Although it may have meant security for some it has meant a degree of confusion for others, because a different set of laws now applies in Walvis Bay from the rest of Namibia.
When South Africa imposed direct rule in 1977 it introduced all its own apartheid, or strict segregationist, laws at a time when it was allowing the internal administration in the rest of Namibia to try to impress the world by abolishing them there.
Vernon Webster, chairman of the property owners association, is one who fell foul of the confusion. With the advent of direct rule he was prosecuted for allowing mixed-race Colored tenants to occupy an apartment block he owned.
This is a crime under South African law, but not in Namibia. Furious, Webster chose to serve a five-day prison term rather than pay a fine.
What made the case even more noteworthy is that Walvis Bay had no jail at the time (one is being built now), so Webster had to be taken to Swakopmund 22 miles away and outside the enclave.
"I must be the first person to have served a prison sentence in a place where what I had done was not a crime," he remarked.
Webster's experience is not the only legal absurdity that has arisen. Most local whites are happy enough to have South Africa's apartheid laws imposed, but not its stringent liquor laws. They had grown accustomed to the continental ways of the former German colony, so by popular demand the liquor laws were waived and the pubs still open on Sundays.
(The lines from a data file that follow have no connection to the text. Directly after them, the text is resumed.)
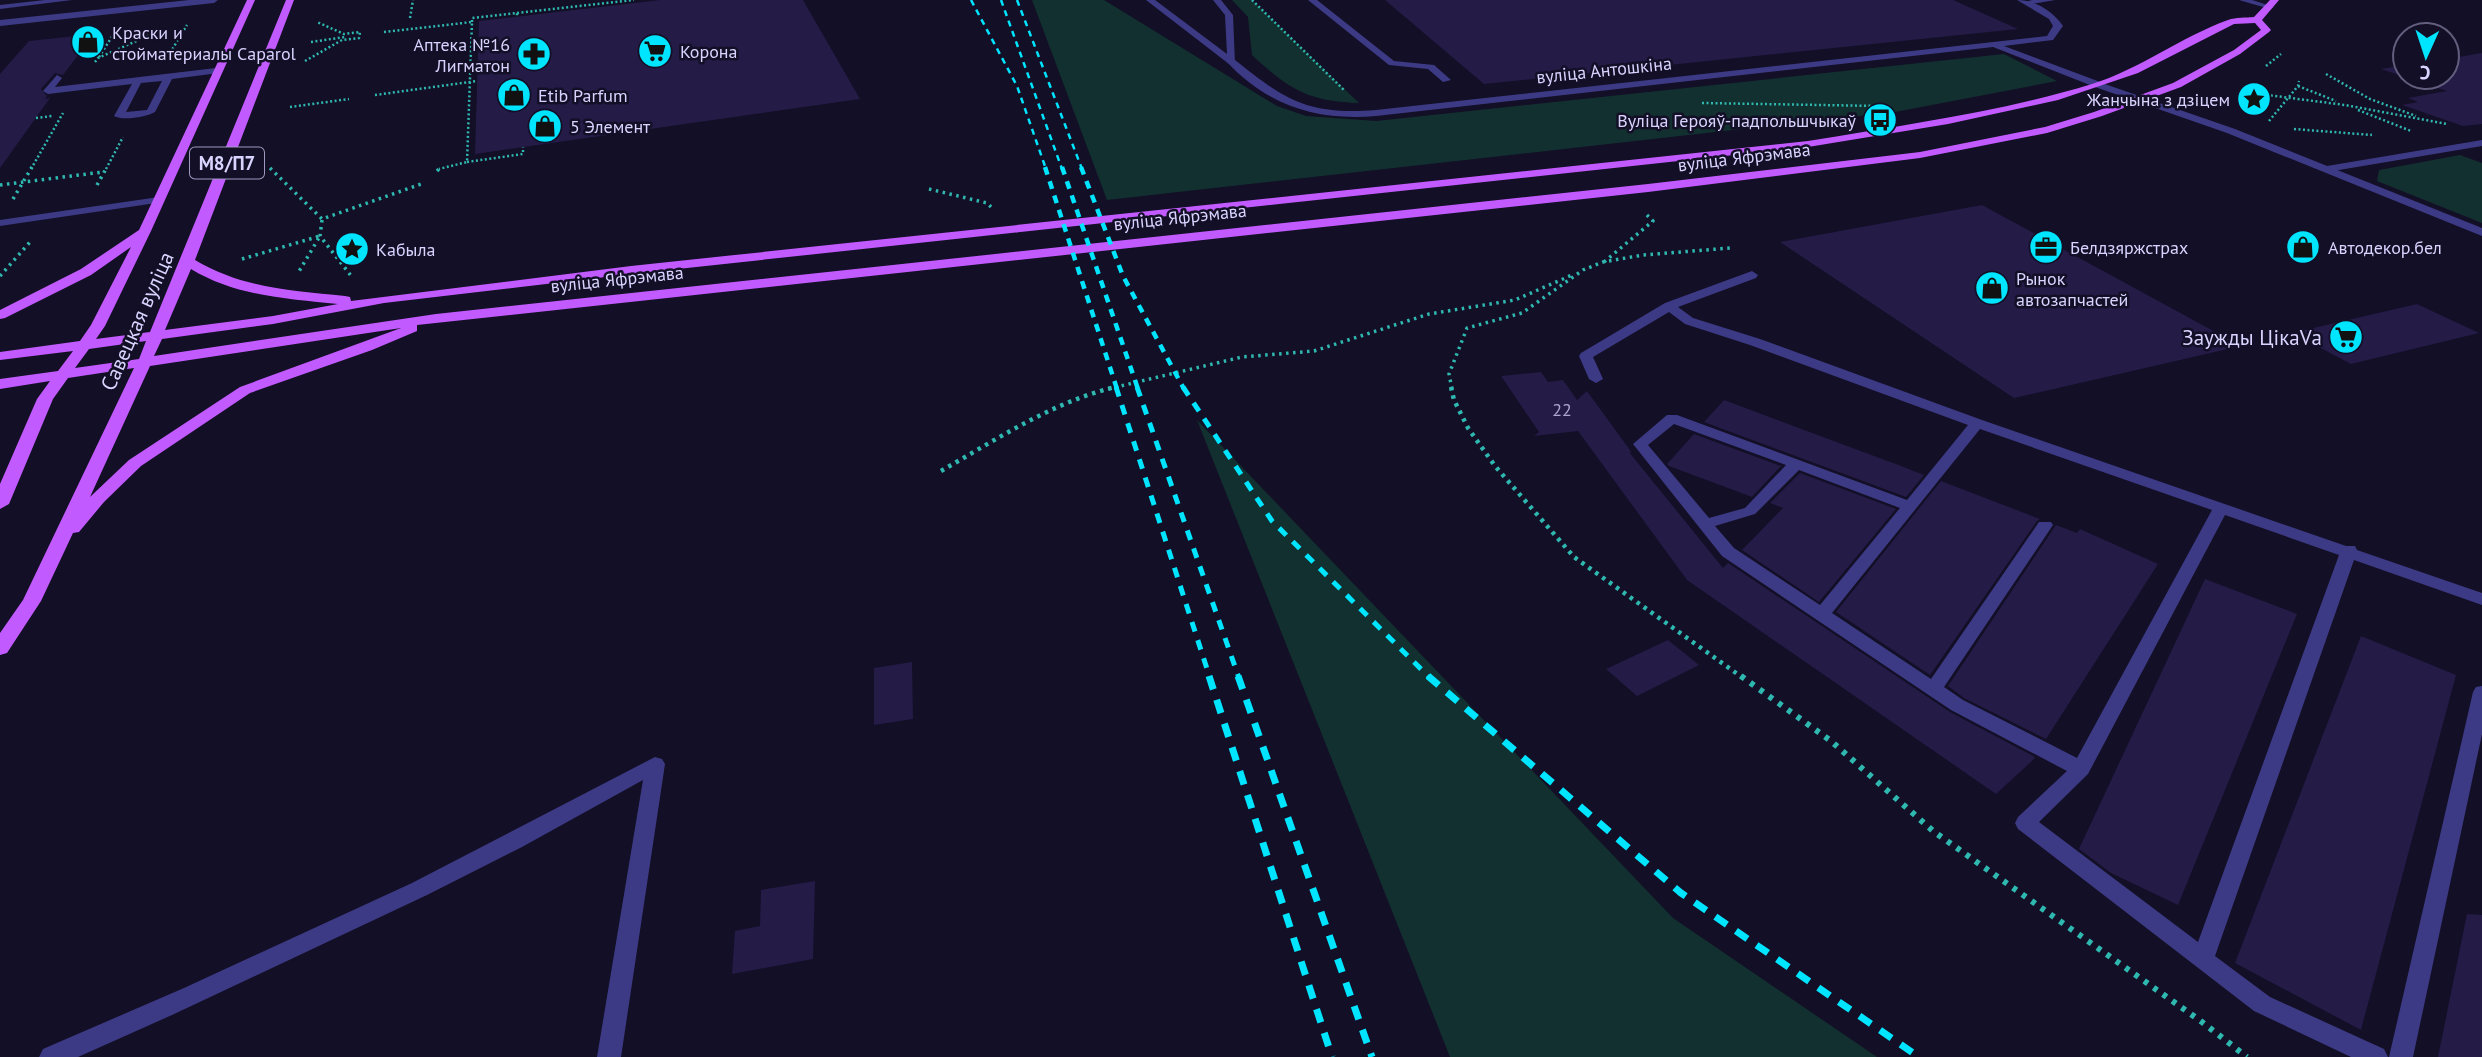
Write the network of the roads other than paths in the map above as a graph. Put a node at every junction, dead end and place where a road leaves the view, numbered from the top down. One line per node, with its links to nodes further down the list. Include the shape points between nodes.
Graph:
1 (8, 0): 11 (lane)
2 (68, 0): 14 (lane)
3 (214, 0): 16 (street)
4 (251, 0): 19 (main road, Савецкая вуліца / М8/П7)
5 (290, 0): 33 (main road, Савецкая вуліца / М8/П7)
6 (1150, 0): 18 (lane)
7 (1217, 0): 18 (lane, via 1229,15)
8 (1312, 0): 22 (lane, via 1392,63 1431,67)
9 (2051, 0): 12 (lane)
10 (2243, 0): 13 (lane)
11 (0, 1)
12 (2024, 1): 17 (street, вуліца Антошкіна, via 2052,17 2058,26 2055,32 2050,38)
13 (2272, 3): 15 (main road, вуліца Яфрэмава)
14 (0, 7)
15 (2257, 20): 24 (main road, вуліца Яфрэмава, via 2232,21); 25 (main road, вуліца Яфрэмава, via 2266,30 2237,52 2177,85)
16 (0, 23)
17 (1994, 45): 18 (street, вуліца Антошкіна, via 1348,115 1280,100); 24 (street, вуліца Антошкіна)
18 (1232, 62)
19 (216, 71): 21 (lane); 28 (main road, Савецкая вуліца / М8/П7)
20 (57, 78): 23 (lane, via 48,91)
21 (168, 78): 23 (lane); 23 (lane, via 150,112 120,116)
22 (1446, 80)
23 (138, 81)
24 (2099, 85): 25 (street); 32 (main road, вуліца Яфрэмава, via 1995,113 1808,144)
25 (2139, 98): 27 (street); 34 (main road, вуліца Яфрэмава, via 2047,130 1920,155)
26 (2482, 143): 27 (lane)
27 (2327, 169): 31 (street)
28 (159, 200): 29 (lane); 30 (main road, Савецкая вуліца / М8/П7)
29 (0, 223)
30 (145, 232): 38 (main road, via 86,272); 41 (main road, Савецкая вуліца / М8/П7)
31 (2482, 232)
32 (881, 244): 34 (main road, via 897,246 902,255); 36 (main road, вуліца Яфрэмава)
33 (188, 261): 36 (main road, via 261,293); 40 (main road, Савецкая вуліца / М8/П7)
34 (883, 268): 39 (main road, вуліца Яфрэмава)
35 (1752, 275): 37 (lane)
36 (384, 299): 40 (main road, вуліца Яфрэмава)
37 (1669, 306): 45 (lane, via 1586,356); 47 (lane, via 1689,321)
38 (0, 316)
39 (436, 317): 43 (main road, вуліца Яфрэмава); 56 (main road, via 245,390 135,463)
40 (157, 335): 41 (main road, вуліца Яфрэмава); 43 (main road, Савецкая вуліца / М8/П7)
41 (85, 345): 42 (main road, вуліца Яфрэмава); 44 (main road, Савецкая вуліца / М8/П7)
42 (0, 356)
43 (145, 363): 44 (main road, вуліца Яфрэмава); 56 (main road, Савецкая вуліца / М8/П7)
44 (63, 375): 46 (main road, вуліца Яфрэмава); 50 (main road, Савецкая вуліца / М8/П7, via 46,399)
45 (1596, 379)
46 (0, 384)
47 (1977, 423): 52 (lane); 53 (lane)
48 (0, 463): 50 (main road)
49 (1796, 464): 52 (lane); 54 (lane, via 1750,511); 54 (lane, via 1672,418 1640,444)
50 (11, 478): 51 (main road, Савецкая вуліца / М8/П7)
51 (0, 504)
52 (1910, 506): 59 (lane)
53 (2221, 507): 57 (lane); 63 (lane)
54 (1705, 524): 59 (lane, via 1728,552)
55 (2045, 525): 61 (lane)
56 (58, 546): 60 (main road, Савецкая вуліца / М8/П7, via 32,601)
57 (2349, 550): 58 (lane); 64 (lane)
58 (2482, 599)
59 (1823, 613): 61 (lane)
60 (0, 648)
61 (1933, 689): 63 (lane)
62 (2482, 692): 68 (lane)
63 (2081, 769): 64 (lane, via 2025,823)
64 (2203, 959): 67 (lane, via 2262,1004)
65 (51, 1057): 66 (lane, via 429,886 654,764)
66 (609, 1057)
67 (2376, 1057)
68 (2402, 1057)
So, it seems, have the South African laws prohibiting marriages and sex across the color line. At Natasha's night club on the waterfront black prostitutes pick up white sailors without apparent anxiety.
Heinz Peveling, a German watch repairer, and his Colored wife Rachel have a house in town and there has been no attempt to prosecute them.
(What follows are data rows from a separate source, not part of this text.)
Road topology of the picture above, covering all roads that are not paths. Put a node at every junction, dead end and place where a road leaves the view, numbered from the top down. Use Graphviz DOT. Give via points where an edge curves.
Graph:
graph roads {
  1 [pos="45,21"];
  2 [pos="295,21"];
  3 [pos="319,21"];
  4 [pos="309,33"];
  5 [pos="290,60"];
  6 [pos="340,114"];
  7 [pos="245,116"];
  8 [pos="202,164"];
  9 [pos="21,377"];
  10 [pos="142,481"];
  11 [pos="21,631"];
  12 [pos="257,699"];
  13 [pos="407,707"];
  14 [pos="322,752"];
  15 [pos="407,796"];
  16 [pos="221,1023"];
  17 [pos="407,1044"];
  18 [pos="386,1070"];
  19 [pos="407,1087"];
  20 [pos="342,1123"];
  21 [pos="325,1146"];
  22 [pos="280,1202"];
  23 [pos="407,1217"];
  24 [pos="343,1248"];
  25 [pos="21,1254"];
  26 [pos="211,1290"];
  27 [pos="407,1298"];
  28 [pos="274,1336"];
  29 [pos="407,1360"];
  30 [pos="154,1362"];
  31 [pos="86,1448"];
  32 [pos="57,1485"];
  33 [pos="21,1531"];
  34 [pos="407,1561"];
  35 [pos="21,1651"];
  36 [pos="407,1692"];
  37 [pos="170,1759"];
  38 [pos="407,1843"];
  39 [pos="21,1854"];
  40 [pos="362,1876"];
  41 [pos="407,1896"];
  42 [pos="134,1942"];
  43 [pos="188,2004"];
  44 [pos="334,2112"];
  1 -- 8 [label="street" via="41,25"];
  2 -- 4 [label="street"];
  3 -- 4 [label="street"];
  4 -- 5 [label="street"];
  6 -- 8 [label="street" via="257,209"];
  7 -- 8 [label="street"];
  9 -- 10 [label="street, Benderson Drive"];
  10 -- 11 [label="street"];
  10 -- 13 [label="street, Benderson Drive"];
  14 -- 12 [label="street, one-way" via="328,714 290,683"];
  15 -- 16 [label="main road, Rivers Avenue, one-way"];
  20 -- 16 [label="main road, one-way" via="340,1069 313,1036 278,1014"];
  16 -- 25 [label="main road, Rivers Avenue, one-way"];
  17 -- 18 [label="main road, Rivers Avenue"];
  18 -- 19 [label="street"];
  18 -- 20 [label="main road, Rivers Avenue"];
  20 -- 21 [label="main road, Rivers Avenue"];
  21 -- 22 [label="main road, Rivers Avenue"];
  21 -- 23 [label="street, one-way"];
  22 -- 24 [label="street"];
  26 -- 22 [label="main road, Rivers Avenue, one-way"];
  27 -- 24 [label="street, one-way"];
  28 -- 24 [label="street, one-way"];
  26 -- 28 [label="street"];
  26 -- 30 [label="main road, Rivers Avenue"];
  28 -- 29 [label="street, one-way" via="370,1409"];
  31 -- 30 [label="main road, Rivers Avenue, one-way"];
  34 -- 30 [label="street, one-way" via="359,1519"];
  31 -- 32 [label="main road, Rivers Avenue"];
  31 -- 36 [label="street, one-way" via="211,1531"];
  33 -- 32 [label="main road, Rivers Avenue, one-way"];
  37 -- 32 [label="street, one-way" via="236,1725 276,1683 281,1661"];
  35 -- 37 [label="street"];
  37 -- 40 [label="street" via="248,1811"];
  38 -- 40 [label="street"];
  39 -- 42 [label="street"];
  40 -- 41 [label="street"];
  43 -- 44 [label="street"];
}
At first the Pevelings were so worried about the South African laws that they took a house in Swakopmund and drove to work every day, but a year ago they decided the 44-mile round trip was too expensive and they moved to Walvis Bay.
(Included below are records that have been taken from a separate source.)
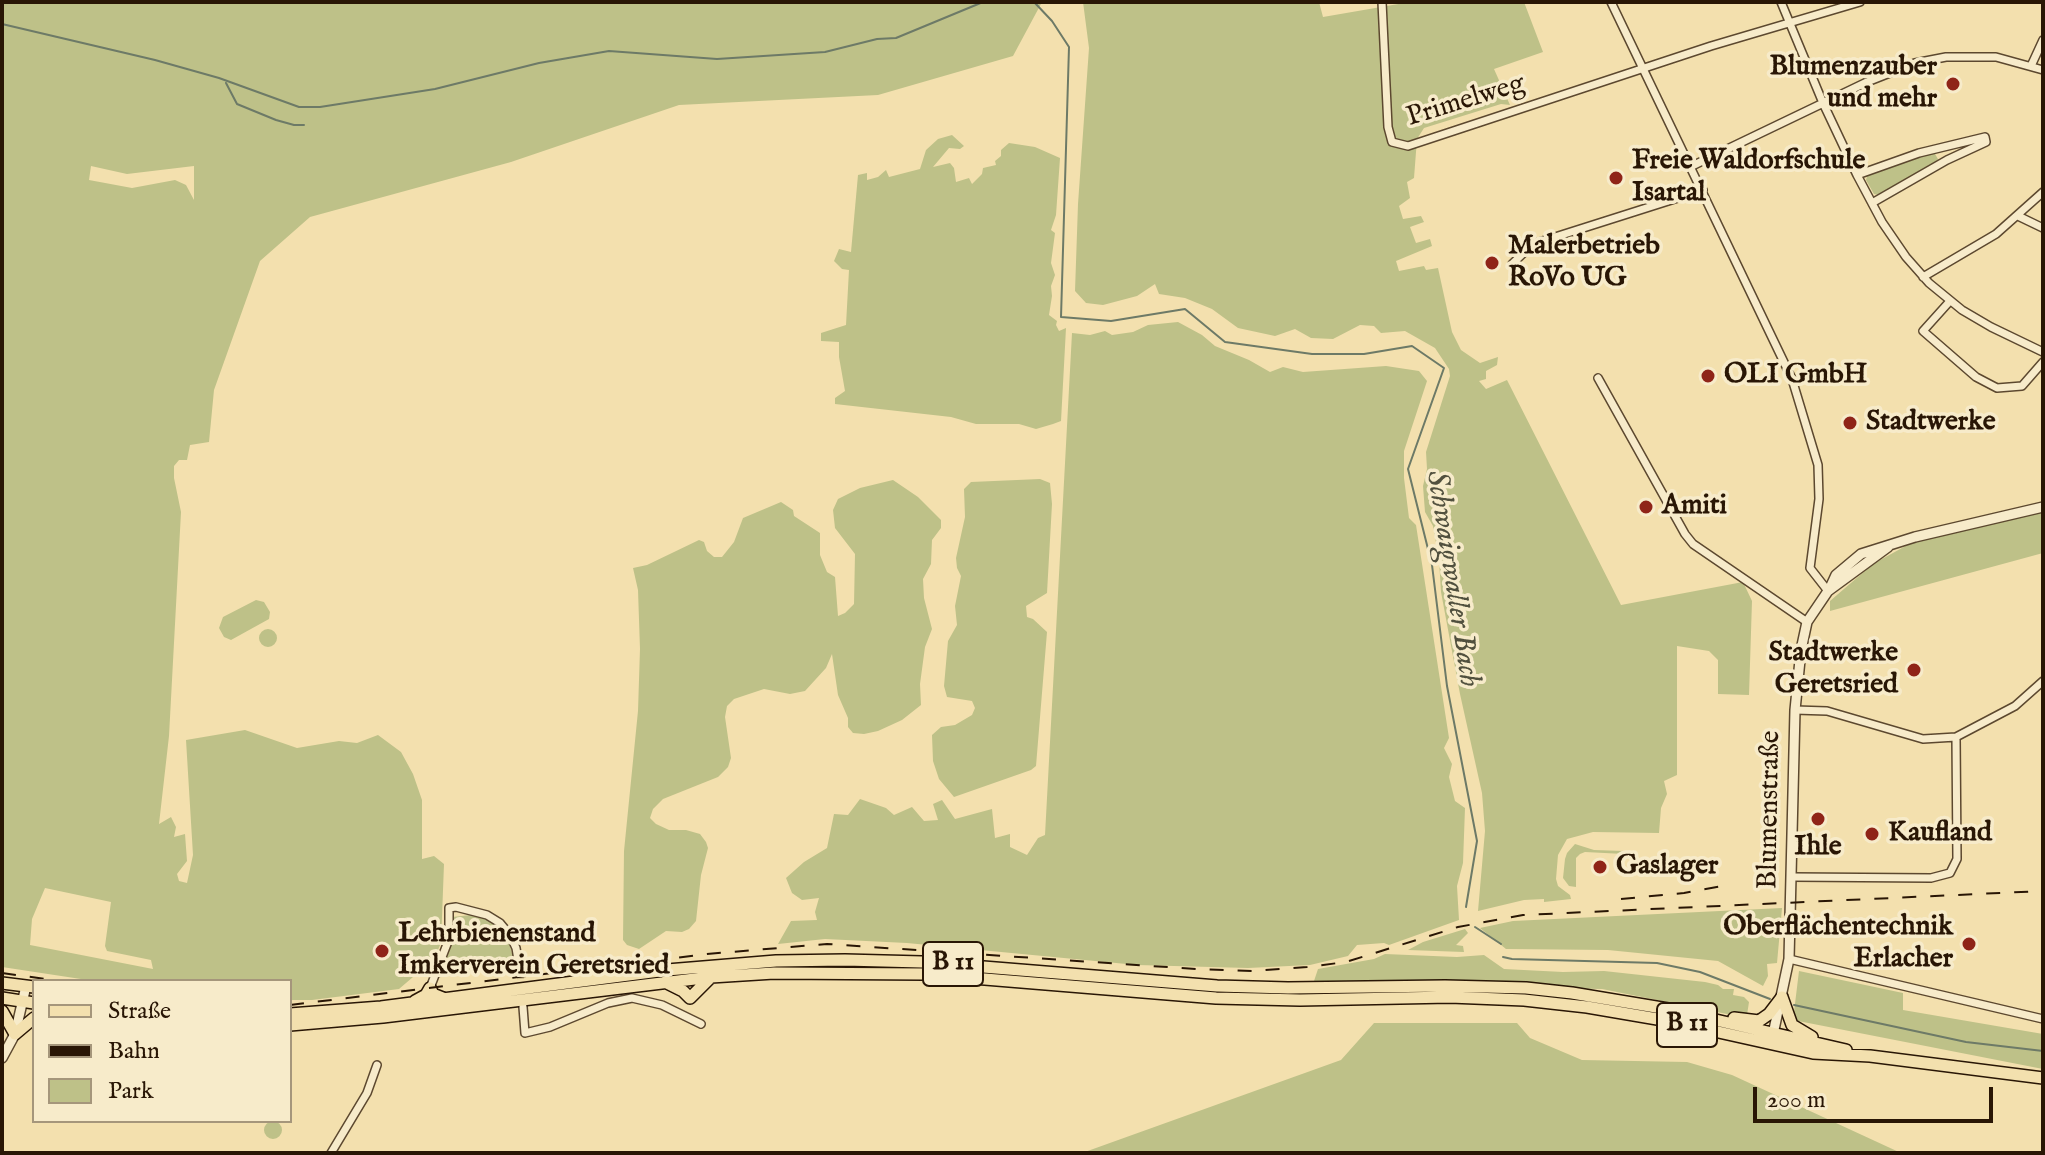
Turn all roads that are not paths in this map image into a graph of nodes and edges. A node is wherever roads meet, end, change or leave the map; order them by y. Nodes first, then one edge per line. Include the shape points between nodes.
1 (1382, 2) edge
2 (1621, 2) edge
3 (1781, 2) edge
4 (1860, 2) edge
5 (1613, 6) edge
6 (1789, 22) junction
7 (2043, 40) edge
8 (2031, 66) junction
9 (1643, 69) junction
10 (2043, 70) edge
11 (1823, 103) junction
12 (1692, 166) junction
13 (1857, 175) junction
14 (1703, 190) junction
15 (2043, 192) edge
16 (1872, 203) junction
17 (2018, 216) junction
18 (2043, 228) edge
19 (1512, 264) dead end
20 (1923, 277) junction
21 (1950, 301) junction
22 (2043, 352) edge
23 (2043, 362) edge
24 (1598, 378) dead end
25 (2043, 507) edge
26 (1828, 591) junction
27 (1807, 622) junction
28 (2043, 681) edge
29 (1795, 710) junction
30 (1956, 737) junction
31 (1792, 877) junction
32 (1789, 959) junction
33 (520, 972) tunnel mouth
34 (711, 977) junction
35 (664, 981) junction
36 (2, 983) edge
37 (30, 986) edge
38 (430, 988) junction
39 (1782, 997) junction
40 (2, 998) edge
41 (443, 998) junction
42 (690, 998) junction
43 (29, 1002) edge
44 (411, 1003) junction
45 (523, 1007) dead end
46 (2, 1011) edge
47 (292, 1014) edge
48 (686, 1015) junction
49 (1709, 1019) junction
50 (2043, 1019) edge
51 (32, 1020) edge
52 (701, 1024) dead end
53 (292, 1025) edge
54 (15, 1034) junction
55 (1772, 1040) junction
56 (1830, 1046) junction
57 (1870, 1056) junction
58 (2, 1058) edge
59 (377, 1065) dead end
60 (2043, 1078) edge
61 (331, 1153) edge

1 - 9 street, Primelweg via 1388,127 1395,144 1408,146
2 - 5 street
3 - 6 street
4 - 6 street
5 - 9 street
6 - 9 street
6 - 11 street
7 - 8 street
8 - 10 street
8 - 11 street via 1996,57 1930,59
9 - 12 street
11 - 12 street
11 - 13 street
12 - 14 street
13 - 16 street
13 - 16 street via 1985,137 1986,142
14 - 19 street via 1533,244
14 - 26 street via 1792,379 1816,452 1819,499 1810,568
15 - 17 street
16 - 20 street
17 - 18 street
17 - 20 street
20 - 21 street
21 - 22 street
21 - 23 street via 1923,331 1976,377 1997,388 2022,386
24 - 27 street via 1693,544
25 - 26 street, Blumenstraße via 1888,547
26 - 27 street, Blumenstraße
27 - 29 street, Blumenstraße
28 - 30 street via 2015,706
29 - 30 street via 1827,711 1923,739
29 - 31 street, Blumenstraße
30 - 31 street via 1957,859 1950,873 1931,878
31 - 32 street, Blumenstraße
32 - 39 street, Blumenstraße
32 - 50 street
33 - 38 street via 516,948 500,923 487,915 449,908 449,939
34 - 35 main road, B 11
34 - 42 main road
34 - 55 main road, B 11 via 924,974 1216,998 1524,1000
35 - 42 main road
35 - 53 main road, B 11
36 - 37 main road
37 - 43 street
38 - 41 main road
38 - 44 main road
39 - 49 main road via 1759,1021
39 - 55 street, Blumenstraße
39 - 56 main road via 1792,1025
40 - 43 main road
41 - 44 main road, B 11
41 - 49 main road, B 11 via 667,970 845,960 1217,986 1526,988
42 - 48 street
43 - 54 street
44 - 47 main road, B 11
45 - 48 street via 525,1033 632,998
46 - 54 main road
48 - 52 street
49 - 55 main road, B 11
51 - 54 main road
54 - 58 street
55 - 56 main road, B 11
55 - 57 main road, B 11 via 1813,1053
56 - 57 main road, B 11
57 - 60 main road, B 11
59 - 61 street via 367,1093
"We just said to hell with it, let's go and see what happens," said Rachel. "Well, nothing has happened yet, but we haven't been able to get our little girl into a nursery school. We'll have to send her away next year."
"It's completely arbitrary," says Webster. "They switch these laws on and off to suit themselves."
Walvis Bay is an unlovely town in a dramatic setting. The Namib Desert sweeps in great red dunes into an icy South Atlantic, where the Benguella current washes up from Antarctica.
The combination of cold sea and burning desert has produced the most desolate coastline on earth. The moonscape of the Skeleton Coast stretches away to the Angolan border in the north, a legendary wasteland which was the graveyard of early navigators trying to find a route to the East.
The desert sand sifts into the town pervasively. The heat is like fire. Walvis Bay is a fishing port and during the season the stench of fishmeal from waterfront factories fills the air.
The buildings are low, squat, lacking even in functional beauty. The style is garish utilitarian, gas-station gothic. There are bars and liquor stores on every block. Huge silver fuel storage tanks spill into town, reflecting the solar heat like mirrors.
It used to be a prosperous place with one of the world's richest fishing grounds just off the coast, but South African fishermen plundered it. Excessive catches have depleted the waters, and damage to the pelagic fish resources may be irreversible. A pilchard catch of 1,387,000 tons in 1968 had dwindled to 11,000 tons by 1980.
The population of Walvis Bay has shrunk as a result, from 30,000 to 22,000, according to town clerk Jan J. Wilken.
But Wilken thinks boom times may come back to Walvis Bay if Namibia becomes independent. Anxious whites, he believes, will use it has a bolthole. He says they are buying up property already.